### TASK DIRECTIONS
The data is to be retyped in full, exactly.

### Dataset entries
──────────────────────────────

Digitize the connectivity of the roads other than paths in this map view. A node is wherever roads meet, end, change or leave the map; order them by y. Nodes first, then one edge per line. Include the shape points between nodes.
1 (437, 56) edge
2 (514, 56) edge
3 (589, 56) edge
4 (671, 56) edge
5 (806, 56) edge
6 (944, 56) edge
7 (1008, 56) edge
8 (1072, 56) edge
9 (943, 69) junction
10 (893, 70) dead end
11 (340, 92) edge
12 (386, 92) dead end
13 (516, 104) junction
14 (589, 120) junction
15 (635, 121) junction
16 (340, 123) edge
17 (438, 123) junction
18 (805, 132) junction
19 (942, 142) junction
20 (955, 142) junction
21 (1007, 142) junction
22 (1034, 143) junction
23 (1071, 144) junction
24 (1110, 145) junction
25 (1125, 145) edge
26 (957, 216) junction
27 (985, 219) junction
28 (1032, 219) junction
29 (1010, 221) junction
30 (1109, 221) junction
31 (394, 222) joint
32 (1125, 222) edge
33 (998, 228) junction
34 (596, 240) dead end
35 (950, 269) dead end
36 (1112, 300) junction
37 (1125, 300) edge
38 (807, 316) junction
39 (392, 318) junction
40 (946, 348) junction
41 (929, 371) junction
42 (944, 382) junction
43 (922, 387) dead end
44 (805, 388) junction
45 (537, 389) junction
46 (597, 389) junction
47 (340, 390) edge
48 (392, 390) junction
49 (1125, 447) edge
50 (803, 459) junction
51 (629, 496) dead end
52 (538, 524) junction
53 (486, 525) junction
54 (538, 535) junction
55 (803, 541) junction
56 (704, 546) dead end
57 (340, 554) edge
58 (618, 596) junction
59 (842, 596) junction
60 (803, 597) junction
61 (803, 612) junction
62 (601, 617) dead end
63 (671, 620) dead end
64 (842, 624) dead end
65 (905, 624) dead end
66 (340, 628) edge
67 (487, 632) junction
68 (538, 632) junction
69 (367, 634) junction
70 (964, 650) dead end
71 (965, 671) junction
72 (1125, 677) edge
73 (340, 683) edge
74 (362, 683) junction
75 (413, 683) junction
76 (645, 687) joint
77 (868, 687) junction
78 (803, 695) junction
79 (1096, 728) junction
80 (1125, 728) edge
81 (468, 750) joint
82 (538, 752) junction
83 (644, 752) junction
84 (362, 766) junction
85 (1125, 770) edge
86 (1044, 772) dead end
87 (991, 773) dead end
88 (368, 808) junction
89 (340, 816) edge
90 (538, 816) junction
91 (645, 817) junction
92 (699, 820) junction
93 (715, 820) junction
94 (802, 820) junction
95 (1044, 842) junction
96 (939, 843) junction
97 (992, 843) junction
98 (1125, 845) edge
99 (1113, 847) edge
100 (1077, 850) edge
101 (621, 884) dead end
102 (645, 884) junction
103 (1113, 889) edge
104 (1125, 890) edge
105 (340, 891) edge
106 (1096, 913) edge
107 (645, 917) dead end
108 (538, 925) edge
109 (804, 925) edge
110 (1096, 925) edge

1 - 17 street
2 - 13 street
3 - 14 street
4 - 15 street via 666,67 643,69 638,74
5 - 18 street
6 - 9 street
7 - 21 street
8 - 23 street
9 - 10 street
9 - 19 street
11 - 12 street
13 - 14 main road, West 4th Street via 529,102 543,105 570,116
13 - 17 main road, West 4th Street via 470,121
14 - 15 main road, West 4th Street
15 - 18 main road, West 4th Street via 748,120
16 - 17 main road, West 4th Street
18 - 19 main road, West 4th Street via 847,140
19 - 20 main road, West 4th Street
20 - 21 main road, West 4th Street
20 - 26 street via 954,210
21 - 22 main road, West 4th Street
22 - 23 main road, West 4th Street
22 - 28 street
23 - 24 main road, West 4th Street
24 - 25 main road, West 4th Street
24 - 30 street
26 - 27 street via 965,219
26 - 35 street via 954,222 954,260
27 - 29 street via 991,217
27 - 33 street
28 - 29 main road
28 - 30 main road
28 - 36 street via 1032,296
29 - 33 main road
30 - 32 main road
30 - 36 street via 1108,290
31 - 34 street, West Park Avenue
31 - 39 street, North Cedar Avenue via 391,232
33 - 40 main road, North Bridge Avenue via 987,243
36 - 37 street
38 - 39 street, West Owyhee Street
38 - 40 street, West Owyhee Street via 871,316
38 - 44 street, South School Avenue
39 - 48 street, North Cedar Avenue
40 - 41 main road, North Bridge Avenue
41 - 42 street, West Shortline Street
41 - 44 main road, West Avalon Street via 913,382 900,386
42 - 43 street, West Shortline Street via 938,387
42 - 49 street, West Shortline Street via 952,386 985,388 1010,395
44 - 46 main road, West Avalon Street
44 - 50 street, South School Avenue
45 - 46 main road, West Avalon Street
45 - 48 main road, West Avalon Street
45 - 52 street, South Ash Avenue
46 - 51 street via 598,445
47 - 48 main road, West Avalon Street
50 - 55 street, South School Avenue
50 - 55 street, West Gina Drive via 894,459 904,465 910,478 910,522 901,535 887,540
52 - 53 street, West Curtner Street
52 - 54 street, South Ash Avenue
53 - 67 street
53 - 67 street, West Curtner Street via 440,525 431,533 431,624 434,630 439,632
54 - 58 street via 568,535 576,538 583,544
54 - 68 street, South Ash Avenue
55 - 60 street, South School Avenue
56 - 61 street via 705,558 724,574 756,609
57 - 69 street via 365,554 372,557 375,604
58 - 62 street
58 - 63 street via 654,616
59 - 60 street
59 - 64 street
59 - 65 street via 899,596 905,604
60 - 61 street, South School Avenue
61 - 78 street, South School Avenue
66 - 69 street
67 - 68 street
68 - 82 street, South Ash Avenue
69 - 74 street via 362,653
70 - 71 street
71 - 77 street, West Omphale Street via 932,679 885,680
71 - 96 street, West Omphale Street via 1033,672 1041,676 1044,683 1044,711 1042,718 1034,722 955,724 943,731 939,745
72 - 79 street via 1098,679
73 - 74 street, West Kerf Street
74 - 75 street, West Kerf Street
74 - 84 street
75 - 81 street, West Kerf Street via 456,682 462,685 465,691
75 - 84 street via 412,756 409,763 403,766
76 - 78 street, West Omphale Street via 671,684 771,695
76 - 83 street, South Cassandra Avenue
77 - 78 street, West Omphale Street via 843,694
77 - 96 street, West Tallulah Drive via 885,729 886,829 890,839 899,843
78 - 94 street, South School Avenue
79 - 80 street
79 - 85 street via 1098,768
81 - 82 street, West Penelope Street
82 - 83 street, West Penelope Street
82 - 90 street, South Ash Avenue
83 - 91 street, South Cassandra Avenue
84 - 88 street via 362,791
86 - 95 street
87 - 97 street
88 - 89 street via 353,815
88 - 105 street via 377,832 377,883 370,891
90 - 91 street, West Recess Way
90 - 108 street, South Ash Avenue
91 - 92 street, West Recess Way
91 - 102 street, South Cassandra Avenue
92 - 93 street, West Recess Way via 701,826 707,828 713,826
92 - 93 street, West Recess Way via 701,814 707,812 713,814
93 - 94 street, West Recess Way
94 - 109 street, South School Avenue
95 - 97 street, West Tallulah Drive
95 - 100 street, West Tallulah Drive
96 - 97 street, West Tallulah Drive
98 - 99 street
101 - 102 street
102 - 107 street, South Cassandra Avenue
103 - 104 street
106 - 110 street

──────────────────────────────

### EXERCISE RESULT
Digitize the connectivity of the roads other than paths in this map view. A node is wherever roads meet, end, change or leave the map; order them by y. Nodes first, then one edge per line. Include the shape points between nodes.
1 (437, 56) edge
2 (514, 56) edge
3 (589, 56) edge
4 (671, 56) edge
5 (806, 56) edge
6 (944, 56) edge
7 (1008, 56) edge
8 (1072, 56) edge
9 (943, 69) junction
10 (893, 70) dead end
11 (340, 92) edge
12 (386, 92) dead end
13 (516, 104) junction
14 (589, 120) junction
15 (635, 121) junction
16 (340, 123) edge
17 (438, 123) junction
18 (805, 132) junction
19 (942, 142) junction
20 (955, 142) junction
21 (1007, 142) junction
22 (1034, 143) junction
23 (1071, 144) junction
24 (1110, 145) junction
25 (1125, 145) edge
26 (957, 216) junction
27 (985, 219) junction
28 (1032, 219) junction
29 (1010, 221) junction
30 (1109, 221) junction
31 (394, 222) joint
32 (1125, 222) edge
33 (998, 228) junction
34 (596, 240) dead end
35 (950, 269) dead end
36 (1112, 300) junction
37 (1125, 300) edge
38 (807, 316) junction
39 (392, 318) junction
40 (946, 348) junction
41 (929, 371) junction
42 (944, 382) junction
43 (922, 387) dead end
44 (805, 388) junction
45 (537, 389) junction
46 (597, 389) junction
47 (340, 390) edge
48 (392, 390) junction
49 (1125, 447) edge
50 (803, 459) junction
51 (629, 496) dead end
52 (538, 524) junction
53 (486, 525) junction
54 (538, 535) junction
55 (803, 541) junction
56 (704, 546) dead end
57 (340, 554) edge
58 (618, 596) junction
59 (842, 596) junction
60 (803, 597) junction
61 (803, 612) junction
62 (601, 617) dead end
63 (671, 620) dead end
64 (842, 624) dead end
65 (905, 624) dead end
66 (340, 628) edge
67 (487, 632) junction
68 (538, 632) junction
69 (367, 634) junction
70 (964, 650) dead end
71 (965, 671) junction
72 (1125, 677) edge
73 (340, 683) edge
74 (362, 683) junction
75 (413, 683) junction
76 (645, 687) joint
77 (868, 687) junction
78 (803, 695) junction
79 (1096, 728) junction
80 (1125, 728) edge
81 (468, 750) joint
82 (538, 752) junction
83 (644, 752) junction
84 (362, 766) junction
85 (1125, 770) edge
86 (1044, 772) dead end
87 (991, 773) dead end
88 (368, 808) junction
89 (340, 816) edge
90 (538, 816) junction
91 (645, 817) junction
92 (699, 820) junction
93 (715, 820) junction
94 (802, 820) junction
95 (1044, 842) junction
96 (939, 843) junction
97 (992, 843) junction
98 (1125, 845) edge
99 (1113, 847) edge
100 (1077, 850) edge
101 (621, 884) dead end
102 (645, 884) junction
103 (1113, 889) edge
104 (1125, 890) edge
105 (340, 891) edge
106 (1096, 913) edge
107 (645, 917) dead end
108 (538, 925) edge
109 (804, 925) edge
110 (1096, 925) edge

1 - 17 street
2 - 13 street
3 - 14 street
4 - 15 street via 666,67 643,69 638,74
5 - 18 street
6 - 9 street
7 - 21 street
8 - 23 street
9 - 10 street
9 - 19 street
11 - 12 street
13 - 14 main road, West 4th Street via 529,102 543,105 570,116
13 - 17 main road, West 4th Street via 470,121
14 - 15 main road, West 4th Street
15 - 18 main road, West 4th Street via 748,120
16 - 17 main road, West 4th Street
18 - 19 main road, West 4th Street via 847,140
19 - 20 main road, West 4th Street
20 - 21 main road, West 4th Street
20 - 26 street via 954,210
21 - 22 main road, West 4th Street
22 - 23 main road, West 4th Street
22 - 28 street
23 - 24 main road, West 4th Street
24 - 25 main road, West 4th Street
24 - 30 street
26 - 27 street via 965,219
26 - 35 street via 954,222 954,260
27 - 29 street via 991,217
27 - 33 street
28 - 29 main road
28 - 30 main road
28 - 36 street via 1032,296
29 - 33 main road
30 - 32 main road
30 - 36 street via 1108,290
31 - 34 street, West Park Avenue
31 - 39 street, North Cedar Avenue via 391,232
33 - 40 main road, North Bridge Avenue via 987,243
36 - 37 street
38 - 39 street, West Owyhee Street
38 - 40 street, West Owyhee Street via 871,316
38 - 44 street, South School Avenue
39 - 48 street, North Cedar Avenue
40 - 41 main road, North Bridge Avenue
41 - 42 street, West Shortline Street
41 - 44 main road, West Avalon Street via 913,382 900,386
42 - 43 street, West Shortline Street via 938,387
42 - 49 street, West Shortline Street via 952,386 985,388 1010,395
44 - 46 main road, West Avalon Street
44 - 50 street, South School Avenue
45 - 46 main road, West Avalon Street
45 - 48 main road, West Avalon Street
45 - 52 street, South Ash Avenue
46 - 51 street via 598,445
47 - 48 main road, West Avalon Street
50 - 55 street, South School Avenue
50 - 55 street, West Gina Drive via 894,459 904,465 910,478 910,522 901,535 887,540
52 - 53 street, West Curtner Street
52 - 54 street, South Ash Avenue
53 - 67 street
53 - 67 street, West Curtner Street via 440,525 431,533 431,624 434,630 439,632
54 - 58 street via 568,535 576,538 583,544
54 - 68 street, South Ash Avenue
55 - 60 street, South School Avenue
56 - 61 street via 705,558 724,574 756,609
57 - 69 street via 365,554 372,557 375,604
58 - 62 street
58 - 63 street via 654,616
59 - 60 street
59 - 64 street
59 - 65 street via 899,596 905,604
60 - 61 street, South School Avenue
61 - 78 street, South School Avenue
66 - 69 street
67 - 68 street
68 - 82 street, South Ash Avenue
69 - 74 street via 362,653
70 - 71 street
71 - 77 street, West Omphale Street via 932,679 885,680
71 - 96 street, West Omphale Street via 1033,672 1041,676 1044,683 1044,711 1042,718 1034,722 955,724 943,731 939,745
72 - 79 street via 1098,679
73 - 74 street, West Kerf Street
74 - 75 street, West Kerf Street
74 - 84 street
75 - 81 street, West Kerf Street via 456,682 462,685 465,691
75 - 84 street via 412,756 409,763 403,766
76 - 78 street, West Omphale Street via 671,684 771,695
76 - 83 street, South Cassandra Avenue
77 - 78 street, West Omphale Street via 843,694
77 - 96 street, West Tallulah Drive via 885,729 886,829 890,839 899,843
78 - 94 street, South School Avenue
79 - 80 street
79 - 85 street via 1098,768
81 - 82 street, West Penelope Street
82 - 83 street, West Penelope Street
82 - 90 street, South Ash Avenue
83 - 91 street, South Cassandra Avenue
84 - 88 street via 362,791
86 - 95 street
87 - 97 street
88 - 89 street via 353,815
88 - 105 street via 377,832 377,883 370,891
90 - 91 street, West Recess Way
90 - 108 street, South Ash Avenue
91 - 92 street, West Recess Way
91 - 102 street, South Cassandra Avenue
92 - 93 street, West Recess Way via 701,826 707,828 713,826
92 - 93 street, West Recess Way via 701,814 707,812 713,814
93 - 94 street, West Recess Way
94 - 109 street, South School Avenue
95 - 97 street, West Tallulah Drive
95 - 100 street, West Tallulah Drive
96 - 97 street, West Tallulah Drive
98 - 99 street
101 - 102 street
102 - 107 street, South Cassandra Avenue
103 - 104 street
106 - 110 street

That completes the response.